WHAT TO WORK ON — From the records below, state how many lines hold the string "NORTON", without any other text.

DATA PROVIDED —
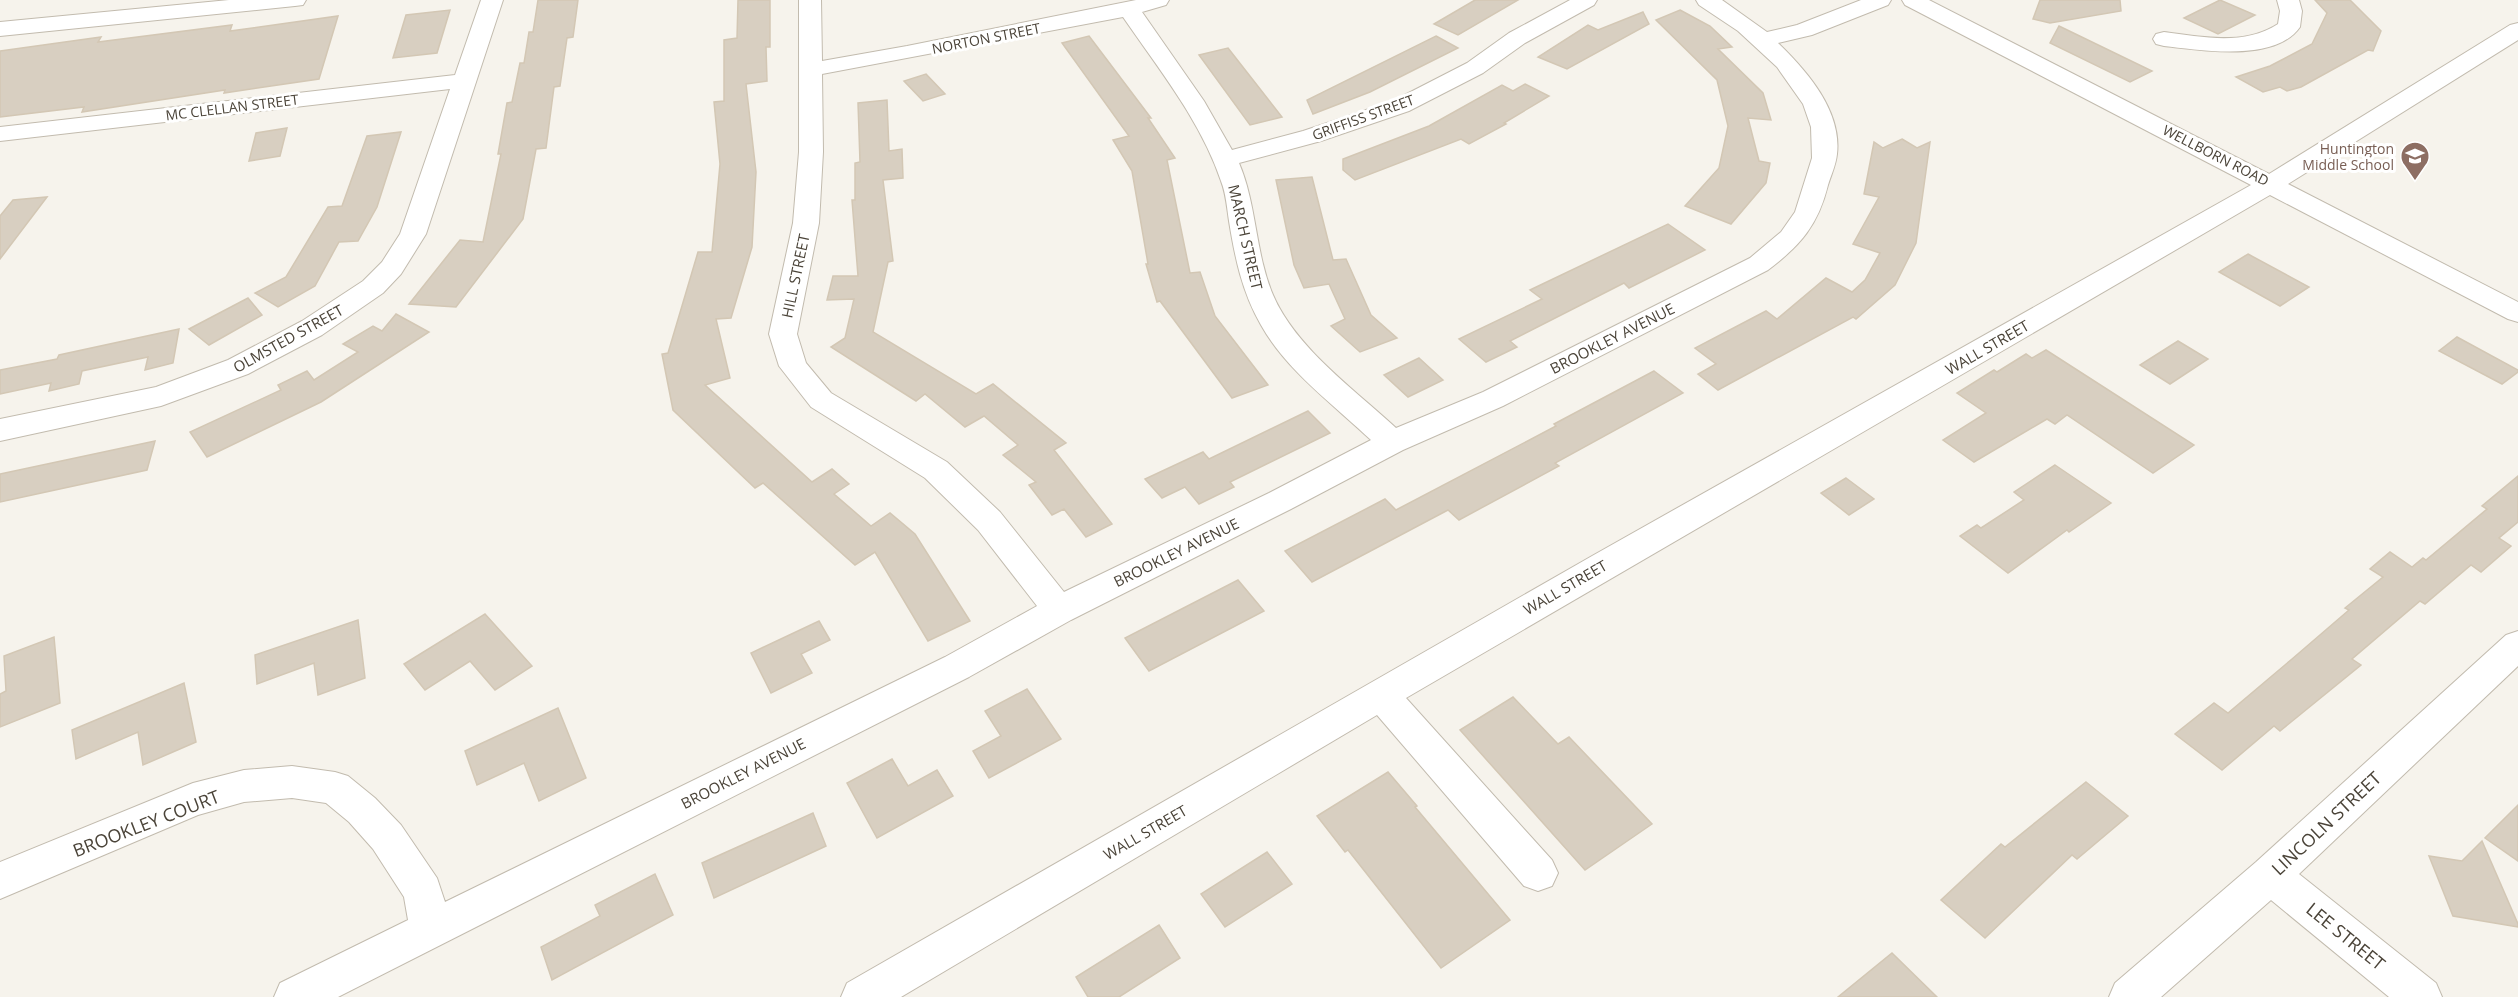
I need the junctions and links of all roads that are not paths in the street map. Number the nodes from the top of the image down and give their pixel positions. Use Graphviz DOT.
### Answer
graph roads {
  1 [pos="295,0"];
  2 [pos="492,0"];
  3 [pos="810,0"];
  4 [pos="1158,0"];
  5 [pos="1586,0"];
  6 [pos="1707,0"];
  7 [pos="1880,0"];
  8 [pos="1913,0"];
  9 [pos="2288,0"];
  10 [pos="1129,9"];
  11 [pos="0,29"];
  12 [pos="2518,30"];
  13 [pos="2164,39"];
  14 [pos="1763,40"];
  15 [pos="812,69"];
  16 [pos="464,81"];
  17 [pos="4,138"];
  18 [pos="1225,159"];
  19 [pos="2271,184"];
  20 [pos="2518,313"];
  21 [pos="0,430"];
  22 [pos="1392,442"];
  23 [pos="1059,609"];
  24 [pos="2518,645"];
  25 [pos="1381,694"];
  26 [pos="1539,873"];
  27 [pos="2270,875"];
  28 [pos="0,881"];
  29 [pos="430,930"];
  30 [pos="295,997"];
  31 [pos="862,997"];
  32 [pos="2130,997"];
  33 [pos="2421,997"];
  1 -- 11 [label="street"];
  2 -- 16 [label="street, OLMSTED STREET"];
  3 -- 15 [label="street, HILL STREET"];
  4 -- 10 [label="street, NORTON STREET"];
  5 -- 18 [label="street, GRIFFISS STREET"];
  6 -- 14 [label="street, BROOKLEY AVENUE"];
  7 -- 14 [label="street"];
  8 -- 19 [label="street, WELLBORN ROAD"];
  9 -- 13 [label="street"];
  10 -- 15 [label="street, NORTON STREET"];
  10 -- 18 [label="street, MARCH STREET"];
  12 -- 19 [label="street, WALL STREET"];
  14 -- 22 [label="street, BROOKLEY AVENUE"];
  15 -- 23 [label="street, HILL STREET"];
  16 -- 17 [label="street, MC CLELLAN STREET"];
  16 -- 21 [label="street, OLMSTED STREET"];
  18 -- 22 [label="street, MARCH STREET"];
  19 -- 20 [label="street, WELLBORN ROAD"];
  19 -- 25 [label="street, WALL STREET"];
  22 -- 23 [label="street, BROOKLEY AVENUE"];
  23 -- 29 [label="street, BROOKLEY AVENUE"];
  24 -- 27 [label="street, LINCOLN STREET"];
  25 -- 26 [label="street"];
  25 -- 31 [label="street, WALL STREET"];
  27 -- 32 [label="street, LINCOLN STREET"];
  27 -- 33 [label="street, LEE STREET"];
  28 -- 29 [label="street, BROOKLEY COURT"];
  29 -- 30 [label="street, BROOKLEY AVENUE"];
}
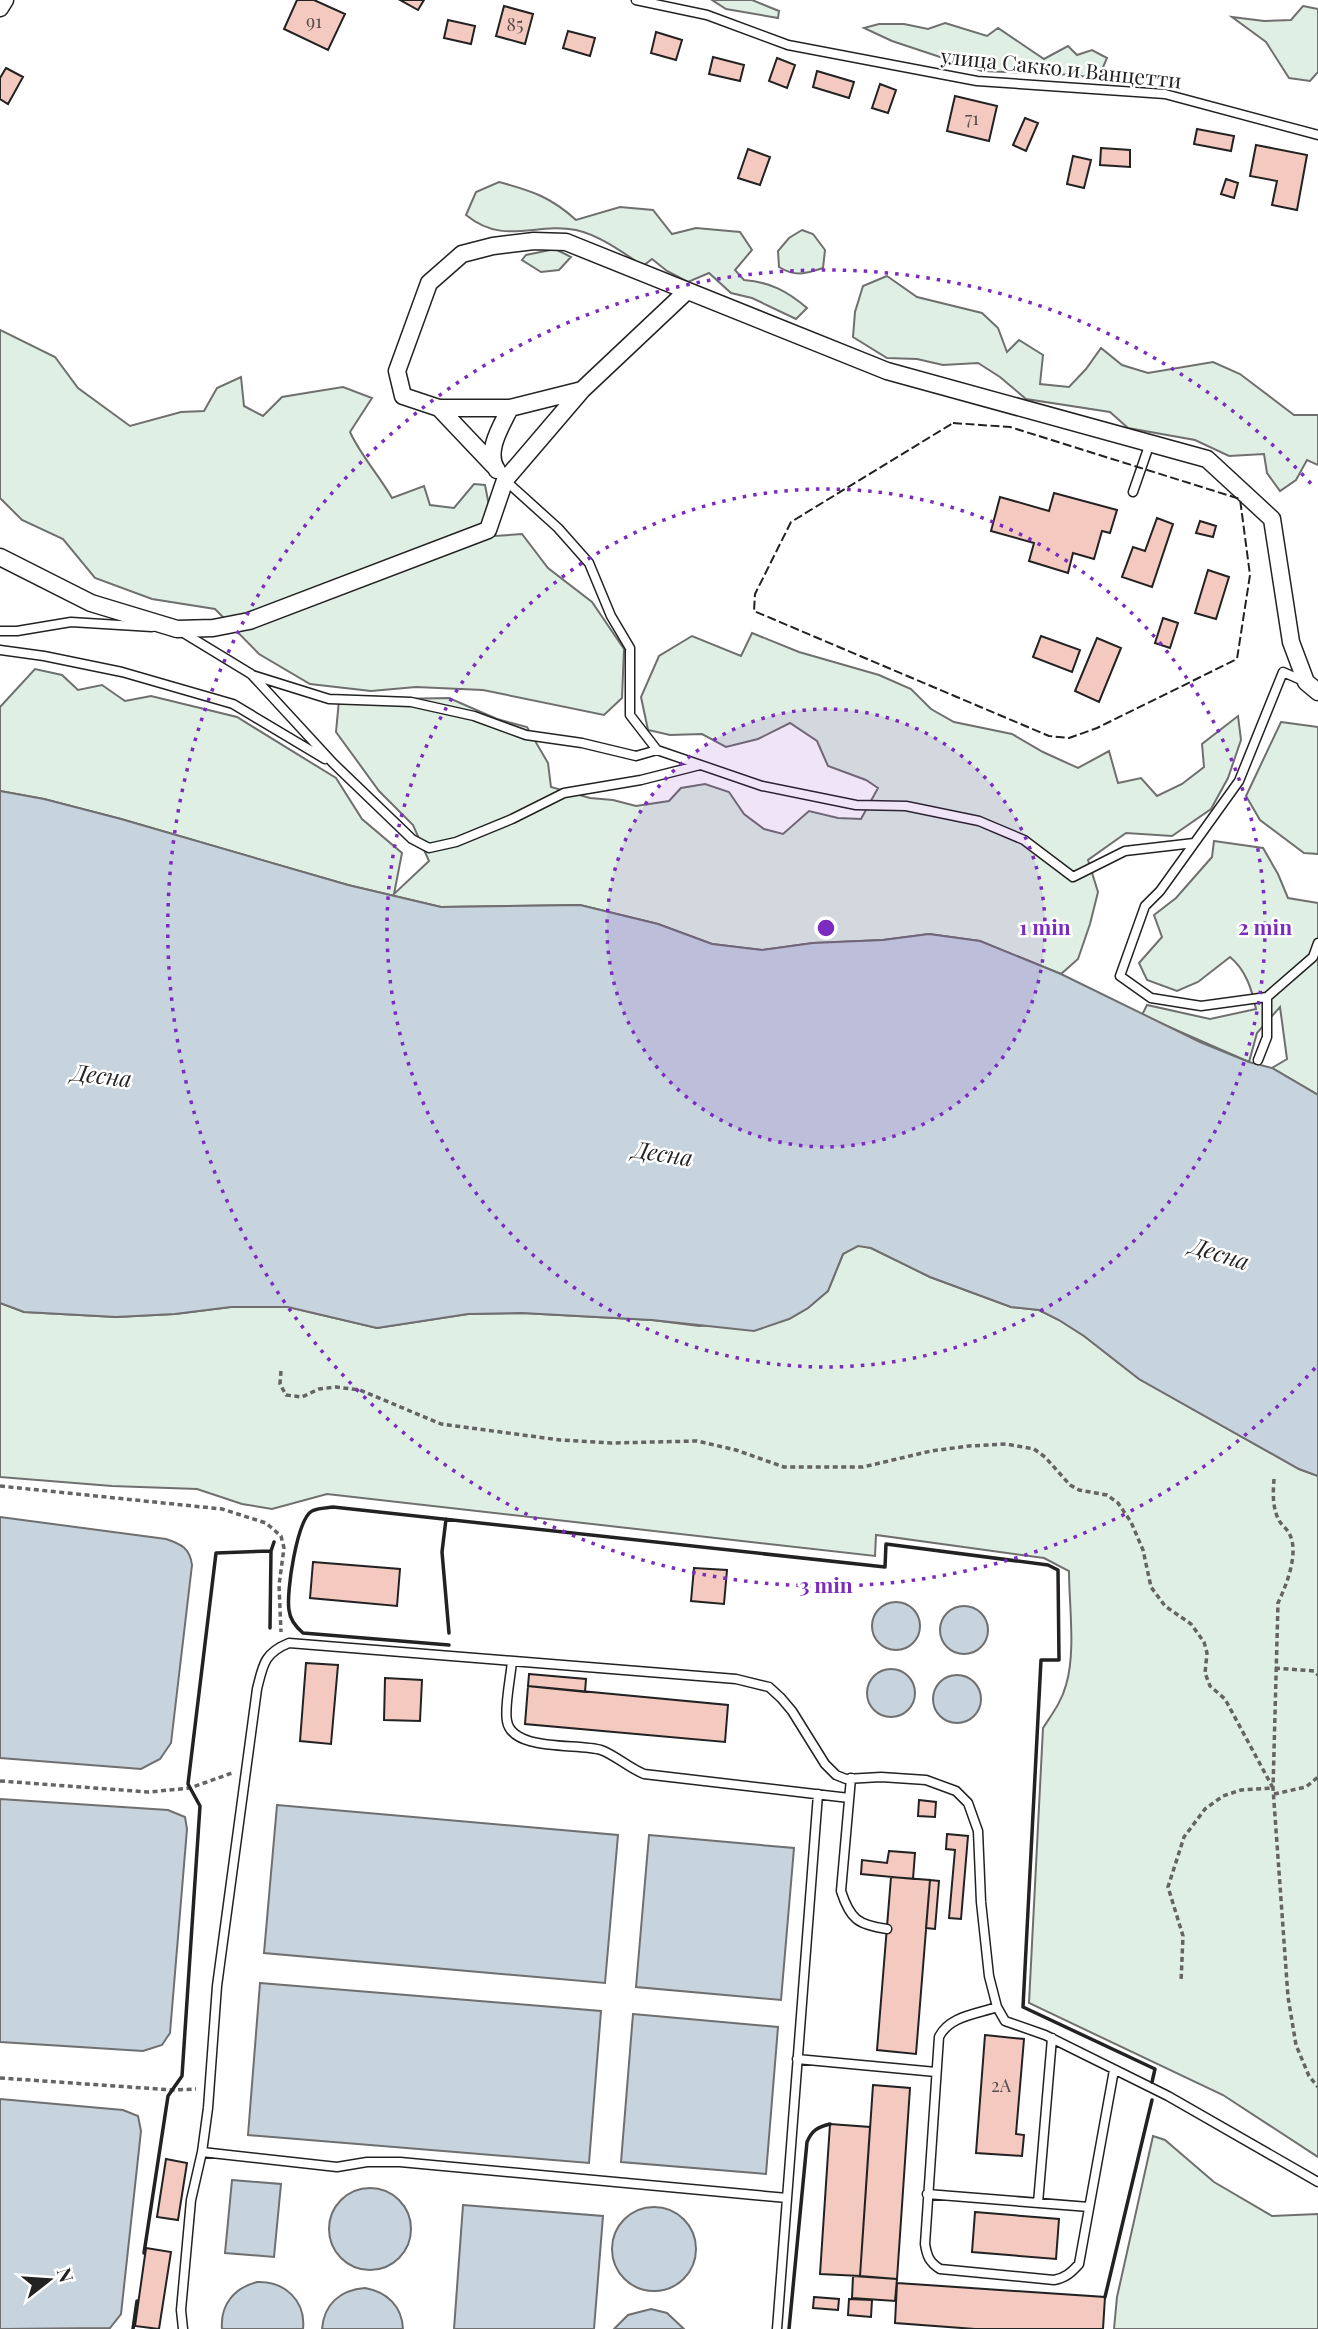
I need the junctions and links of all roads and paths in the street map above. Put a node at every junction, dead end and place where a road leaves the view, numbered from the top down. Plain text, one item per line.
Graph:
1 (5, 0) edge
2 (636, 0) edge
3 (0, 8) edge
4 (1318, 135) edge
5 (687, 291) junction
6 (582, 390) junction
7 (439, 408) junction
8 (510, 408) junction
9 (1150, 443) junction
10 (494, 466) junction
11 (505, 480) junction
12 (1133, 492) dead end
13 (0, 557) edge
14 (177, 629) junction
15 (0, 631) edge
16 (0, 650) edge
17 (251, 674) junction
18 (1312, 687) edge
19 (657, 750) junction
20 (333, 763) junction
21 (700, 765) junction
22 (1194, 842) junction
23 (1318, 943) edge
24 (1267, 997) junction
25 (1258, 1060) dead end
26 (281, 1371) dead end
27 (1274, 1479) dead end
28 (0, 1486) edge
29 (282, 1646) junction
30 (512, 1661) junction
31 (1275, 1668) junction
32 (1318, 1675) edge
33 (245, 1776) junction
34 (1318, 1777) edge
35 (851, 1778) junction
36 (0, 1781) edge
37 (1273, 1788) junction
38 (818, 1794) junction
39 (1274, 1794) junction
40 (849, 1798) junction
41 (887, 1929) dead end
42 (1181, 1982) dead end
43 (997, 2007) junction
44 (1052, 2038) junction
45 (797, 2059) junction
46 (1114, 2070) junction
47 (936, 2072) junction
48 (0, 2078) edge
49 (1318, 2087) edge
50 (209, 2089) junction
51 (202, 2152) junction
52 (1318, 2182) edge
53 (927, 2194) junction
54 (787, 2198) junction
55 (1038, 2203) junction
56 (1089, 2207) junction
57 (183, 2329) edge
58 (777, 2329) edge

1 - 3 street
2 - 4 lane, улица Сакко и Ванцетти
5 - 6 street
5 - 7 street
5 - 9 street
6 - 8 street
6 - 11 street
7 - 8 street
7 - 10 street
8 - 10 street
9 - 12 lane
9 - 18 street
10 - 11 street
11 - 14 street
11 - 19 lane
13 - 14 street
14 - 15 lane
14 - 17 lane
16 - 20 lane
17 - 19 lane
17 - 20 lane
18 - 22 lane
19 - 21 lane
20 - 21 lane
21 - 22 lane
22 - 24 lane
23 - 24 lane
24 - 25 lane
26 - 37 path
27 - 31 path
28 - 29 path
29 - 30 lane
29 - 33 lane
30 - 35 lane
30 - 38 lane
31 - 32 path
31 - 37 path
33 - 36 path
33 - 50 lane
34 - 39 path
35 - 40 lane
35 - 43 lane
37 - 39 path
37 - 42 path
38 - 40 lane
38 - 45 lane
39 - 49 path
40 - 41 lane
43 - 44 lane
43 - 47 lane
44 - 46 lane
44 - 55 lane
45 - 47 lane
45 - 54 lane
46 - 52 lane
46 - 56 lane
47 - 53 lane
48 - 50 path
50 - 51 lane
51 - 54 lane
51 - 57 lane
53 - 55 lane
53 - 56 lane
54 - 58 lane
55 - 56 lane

TASK RESULT — 2